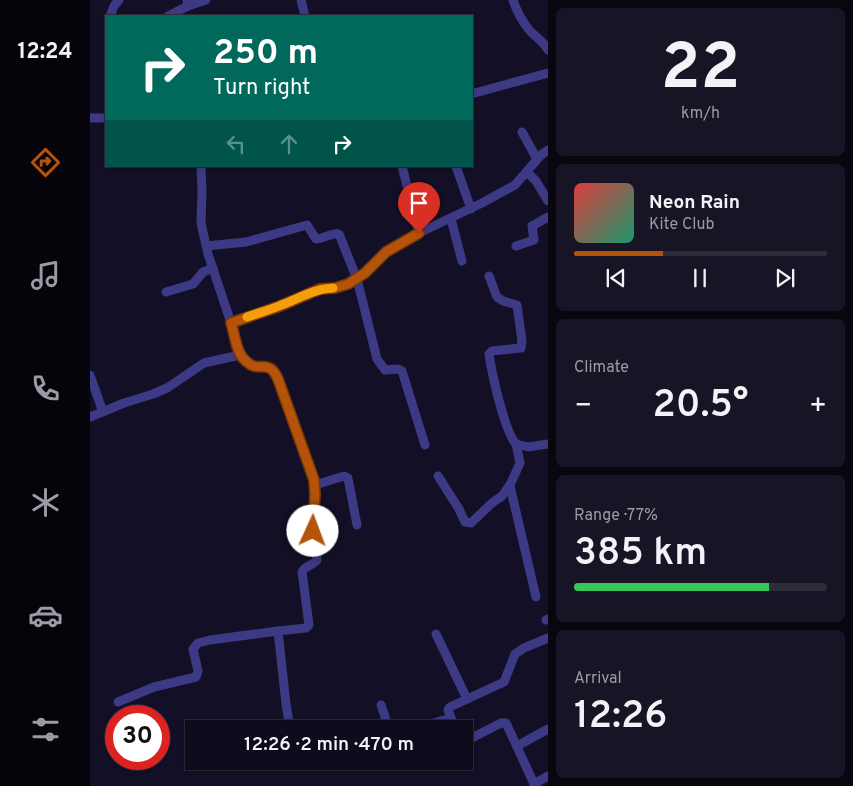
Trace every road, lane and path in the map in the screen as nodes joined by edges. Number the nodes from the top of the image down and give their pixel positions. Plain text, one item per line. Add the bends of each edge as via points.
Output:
1 (119, 0) edge
2 (206, 0) edge
3 (301, 0) edge
4 (513, 0) edge
5 (188, 3) edge
6 (110, 15) edge
7 (170, 15) edge
8 (305, 15) edge
9 (548, 50) edge
10 (548, 73) edge
11 (473, 93) edge
12 (90, 118) edge
13 (105, 118) edge
14 (522, 132) dead end
15 (548, 150) edge
16 (537, 159) junction
17 (201, 167) edge
18 (402, 167) edge
19 (456, 167) edge
20 (527, 172) junction
21 (548, 201) edge
22 (471, 209) junction
23 (548, 217) edge
24 (451, 219) junction
25 (419, 233) junction
26 (206, 246) junction
27 (516, 246) dead end
28 (462, 261) dead end
29 (213, 268) junction
30 (489, 276) dead end
31 (357, 279) junction
32 (166, 292) dead end
33 (231, 323) junction
34 (240, 354) junction
35 (90, 375) edge
36 (103, 412) junction
37 (90, 417) edge
38 (516, 444) junction
39 (548, 444) edge
40 (425, 445) dead end
41 (438, 476) dead end
42 (315, 485) junction
43 (510, 486) junction
44 (357, 525) dead end
45 (536, 597) dead end
46 (278, 631) junction
47 (436, 634) dead end
48 (548, 638) edge
49 (467, 699) junction
50 (118, 702) dead end
51 (381, 705) dead end
52 (451, 718) joint
53 (289, 720) edge
54 (386, 720) edge
55 (444, 720) edge
56 (548, 729) edge
57 (473, 738) edge
58 (517, 746) junction
59 (548, 776) edge
60 (534, 785) edge

1 - 6 street
2 - 5 street
3 - 8 street
4 - 9 street via 526,25
5 - 7 street
10 - 11 street
12 - 13 street
14 - 16 street
15 - 16 street
16 - 20 street
17 - 26 street via 200,216
18 - 25 street
19 - 22 street
20 - 21 street
20 - 22 street via 515,185
22 - 24 street
23 - 27 street via 532,226 534,240
24 - 25 street
24 - 28 street
25 - 31 street via 386,252
26 - 29 street
26 - 31 street via 246,242 307,226 316,239 339,234
29 - 32 street via 203,272 193,284
29 - 33 street
30 - 38 street via 497,297 516,304 518,308 522,346 489,354 503,416
31 - 33 street via 341,287 320,289
31 - 40 street via 379,364 385,370 402,371
33 - 34 street
34 - 36 street via 204,363 167,388
34 - 42 street via 249,365 268,367 275,372
35 - 36 street
36 - 37 street
38 - 39 street via 528,447
38 - 43 street via 520,463
41 - 43 street via 468,524
42 - 44 street via 344,476 348,478
42 - 46 street via 313,531 317,560 303,570 302,575 309,625
43 - 45 street
46 - 50 street via 198,643 193,649 198,670 196,677 154,687
46 - 53 street
47 - 49 street
48 - 49 street via 515,654 504,682
49 - 52 street via 448,708
51 - 54 street
52 - 55 street
56 - 58 street
57 - 58 street via 503,723 508,725
58 - 60 street
59 - 60 street

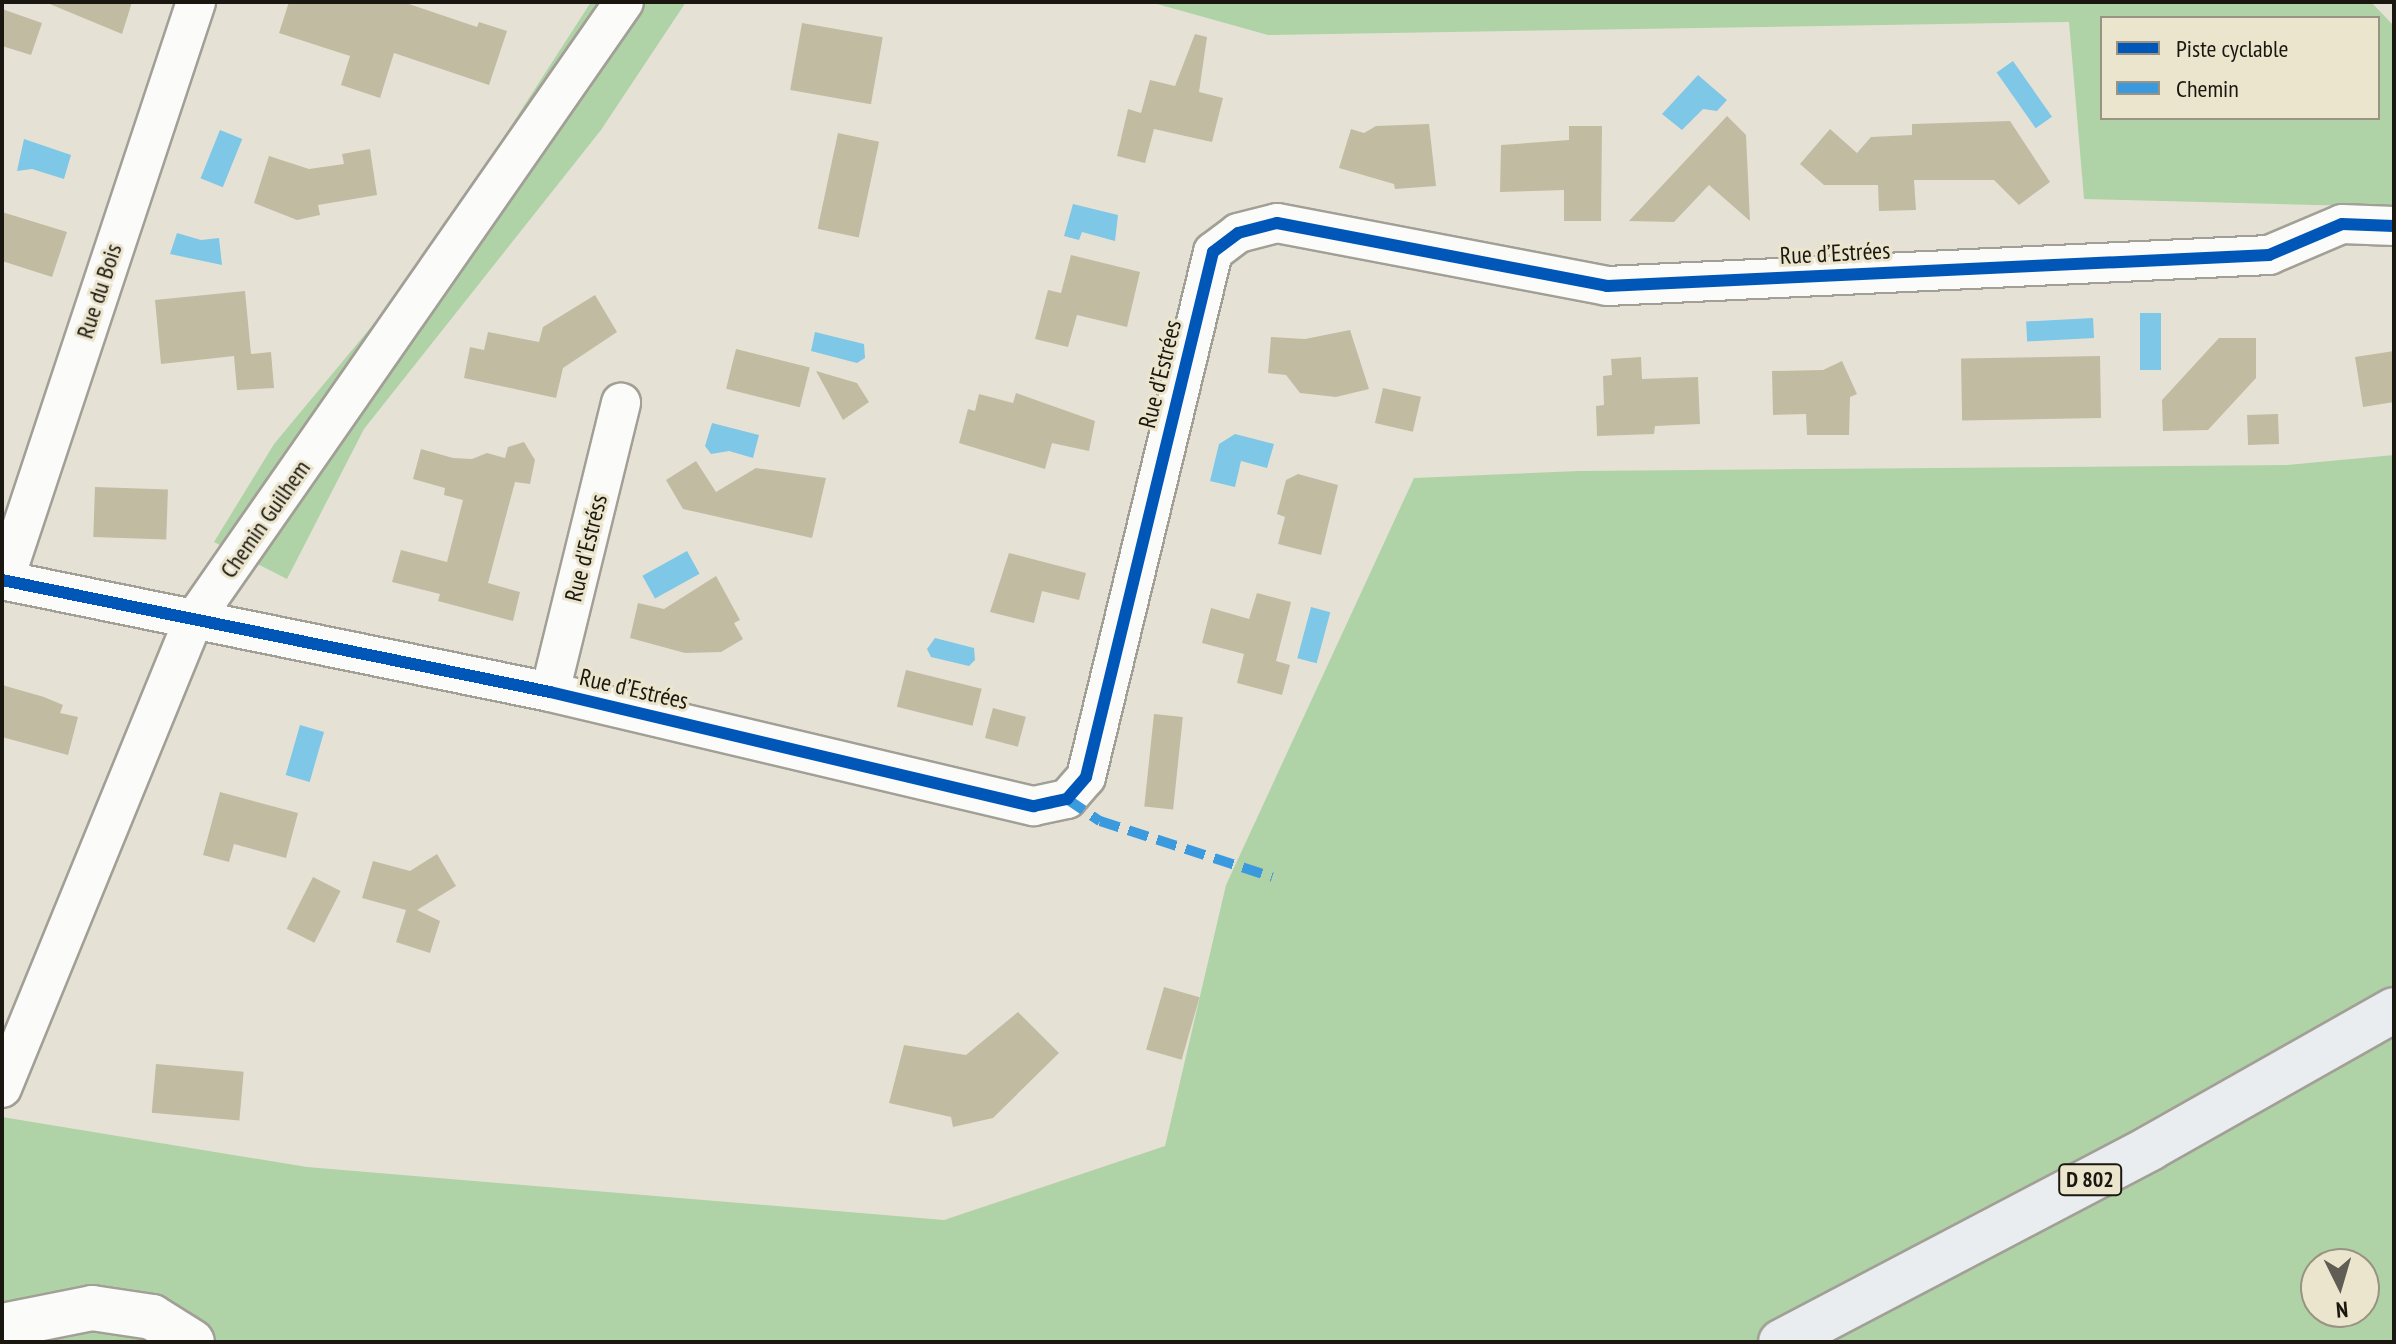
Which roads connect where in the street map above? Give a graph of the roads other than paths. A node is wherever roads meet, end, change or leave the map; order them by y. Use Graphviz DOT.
graph roads {
  1 [pos="196,2"];
  2 [pos="624,2"];
  3 [pos="2394,226"];
  4 [pos="621,403"];
  5 [pos="3,581"];
  6 [pos="193,621"];
  7 [pos="550,692"];
  8 [pos="2394,1010"];
  9 [pos="2,1088"];
  10 [pos="2,1326"];
  11 [pos="192,1342"];
  12 [pos="1781,1342"];
  1 -- 5 [label="street, Rue du Bois"];
  2 -- 6 [label="street, Chemin Guilhem"];
  3 -- 7 [label="street, Rue d’Estrées"];
  4 -- 7 [label="street, Rue d'Estréss"];
  5 -- 6 [label="street, Rue d’Estrées"];
  6 -- 7 [label="street, Rue d’Estrées"];
  6 -- 9 [label="street, Chemin Guilhem"];
  8 -- 12 [label="main road, D 802"];
  10 -- 11 [label="street"];
}
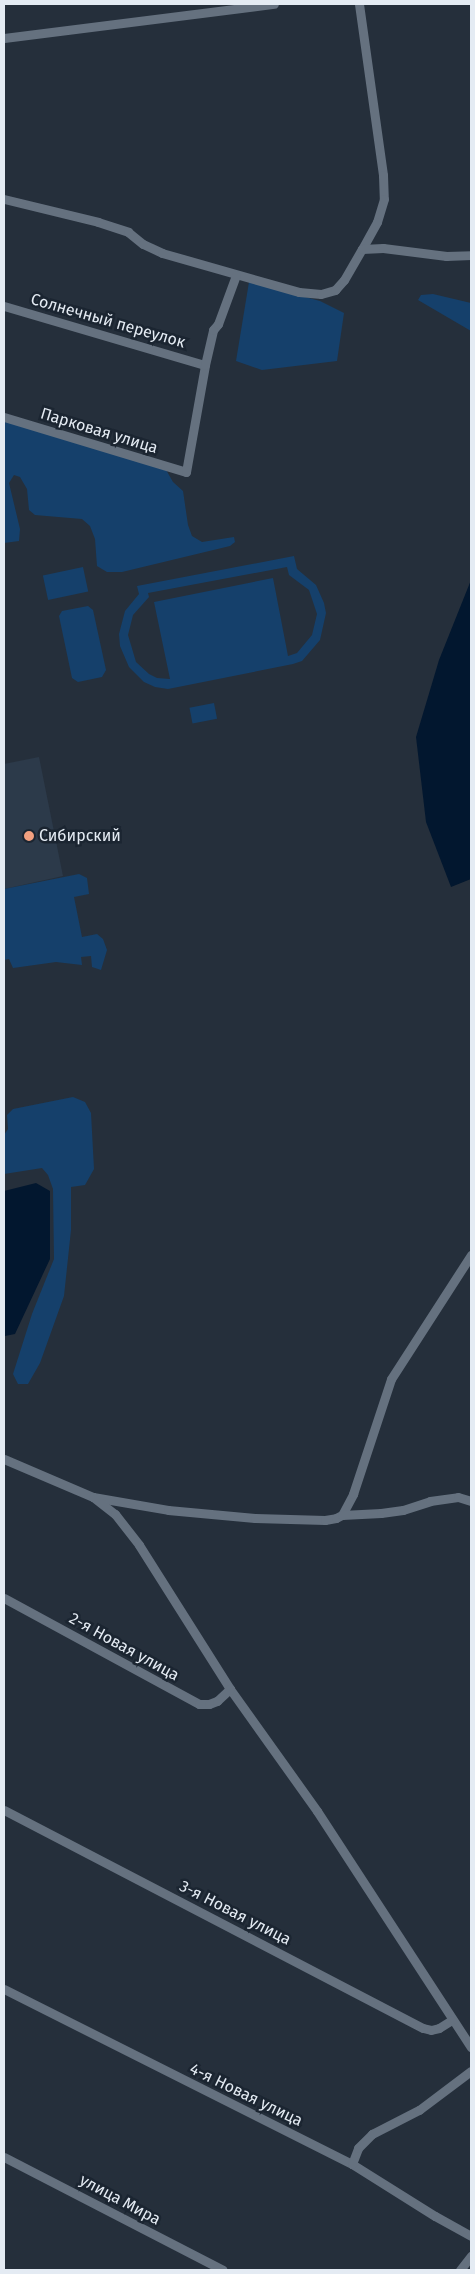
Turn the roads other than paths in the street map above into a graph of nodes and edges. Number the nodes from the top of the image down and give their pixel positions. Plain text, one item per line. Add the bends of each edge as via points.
1 (274, 4) edge
2 (359, 4) edge
3 (4, 38) edge
4 (4, 199) edge
5 (362, 249) junction
6 (471, 255) edge
7 (236, 275) junction
8 (4, 306) edge
9 (205, 365) junction
10 (4, 417) edge
11 (471, 1255) edge
12 (4, 1458) edge
13 (94, 1497) junction
14 (471, 1500) edge
15 (342, 1515) junction
16 (4, 1598) edge
17 (230, 1689) junction
18 (4, 1810) edge
19 (4, 1989) edge
20 (452, 2020) junction
21 (471, 2046) edge
22 (471, 2071) edge
23 (4, 2157) edge
24 (352, 2164) junction
25 (471, 2236) edge
26 (471, 2256) edge
27 (222, 2270) edge
28 (460, 2270) edge

1 - 3 street
2 - 5 street via 384,199 377,222
4 - 7 street via 98,222 128,232 162,253
5 - 6 street
5 - 7 street via 335,290 321,294 299,292
7 - 9 street via 214,330
8 - 9 street, Солнечный переулок
9 - 10 street, Парковая улица via 186,472
11 - 15 street via 391,1379 353,1494
12 - 13 street
13 - 15 street via 168,1510 255,1518 325,1520
13 - 17 street via 115,1514 139,1545
14 - 15 street via 458,1497 430,1501 403,1510
16 - 17 street, 2-я Новая улица via 199,1704 217,1701
17 - 20 street via 317,1811
18 - 20 street, 3-я Новая улица via 423,2028 439,2028
19 - 24 street, 4-я Новая улица
20 - 21 street
22 - 24 street via 418,2110 372,2134 358,2148
23 - 27 street, улица Мира
24 - 25 street, 4-я Новая улица
26 - 28 street

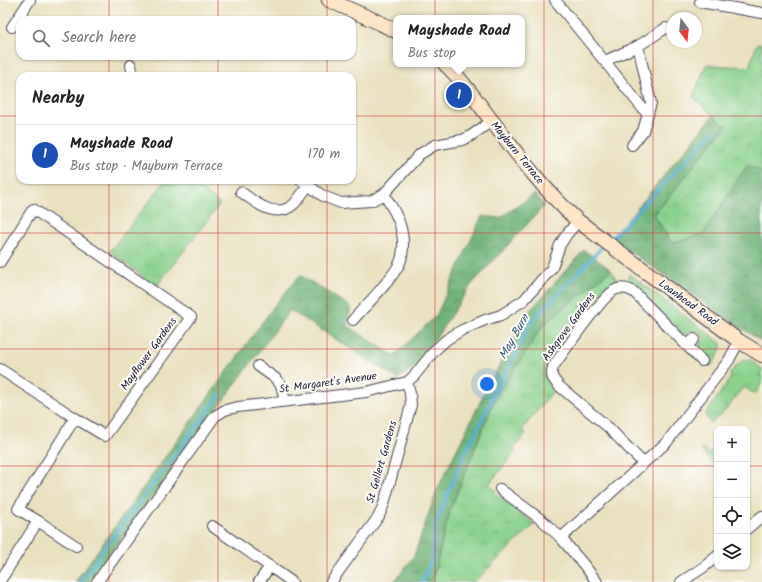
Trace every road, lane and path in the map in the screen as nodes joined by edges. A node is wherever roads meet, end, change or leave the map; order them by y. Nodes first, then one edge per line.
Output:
1 (30, 0) edge
2 (329, 0) edge
3 (555, 0) edge
4 (700, 2) dead end
5 (733, 3) edge
6 (762, 12) edge
7 (19, 16) edge
8 (16, 21) edge
9 (12, 27) dead end
10 (666, 28) dead end
11 (393, 30) edge
12 (638, 46) junction
13 (604, 61) junction
14 (132, 65) dead end
15 (448, 67) edge
16 (133, 72) edge
17 (648, 115) junction
18 (492, 121) junction
19 (632, 145) dead end
20 (304, 184) edge
21 (305, 184) edge
22 (241, 192) dead end
23 (384, 194) junction
24 (578, 222) junction
25 (596, 236) joint
26 (0, 262) edge
27 (353, 320) dead end
28 (739, 341) junction
29 (762, 355) edge
30 (702, 361) dead end
31 (258, 366) dead end
32 (0, 369) edge
33 (407, 382) junction
34 (285, 401) junction
35 (75, 418) junction
36 (643, 463) junction
37 (500, 489) dead end
38 (762, 516) edge
39 (38, 521) junction
40 (212, 526) dead end
41 (750, 526) edge
42 (561, 538) junction
43 (76, 546) dead end
44 (714, 559) edge
45 (270, 566) junction
46 (0, 581) edge
47 (98, 582) edge
48 (259, 582) edge
49 (292, 582) edge
50 (331, 582) edge
51 (597, 582) edge
52 (681, 582) edge

1 - 7 street
2 - 11 main road
3 - 13 street
4 - 5 street
5 - 6 street
8 - 9 street
10 - 12 street
12 - 13 street
12 - 17 street
13 - 17 street
14 - 16 street
15 - 18 main road, Mayburn Terrace
17 - 19 street
18 - 23 street
18 - 24 main road, Mayburn Terrace
20 - 22 street
21 - 23 street
23 - 27 street
24 - 25 main road, Mayburn Terrace
24 - 33 street
25 - 28 main road, Loanhead Road
26 - 35 street, Mayflower Gardens
28 - 29 main road, Loanhead Road
28 - 36 street
30 - 36 street, Ashgrove Gardens
31 - 34 street
32 - 35 street
33 - 34 street, St Margaret's Avenue
33 - 50 street, St Gellert Gardens
34 - 47 street, St Margaret's Avenue
35 - 39 street
36 - 42 street
37 - 42 street
38 - 41 street
39 - 43 street
39 - 46 street
40 - 45 street
42 - 51 street
44 - 52 street
45 - 48 street
45 - 49 street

....................

> **Task prompt**
Which lines above contain the word "Guilhem"? Copy all of them.

> **Result**
  2 -- 6 [label="street, Chemin Guilhem"];
  6 -- 9 [label="street, Chemin Guilhem"];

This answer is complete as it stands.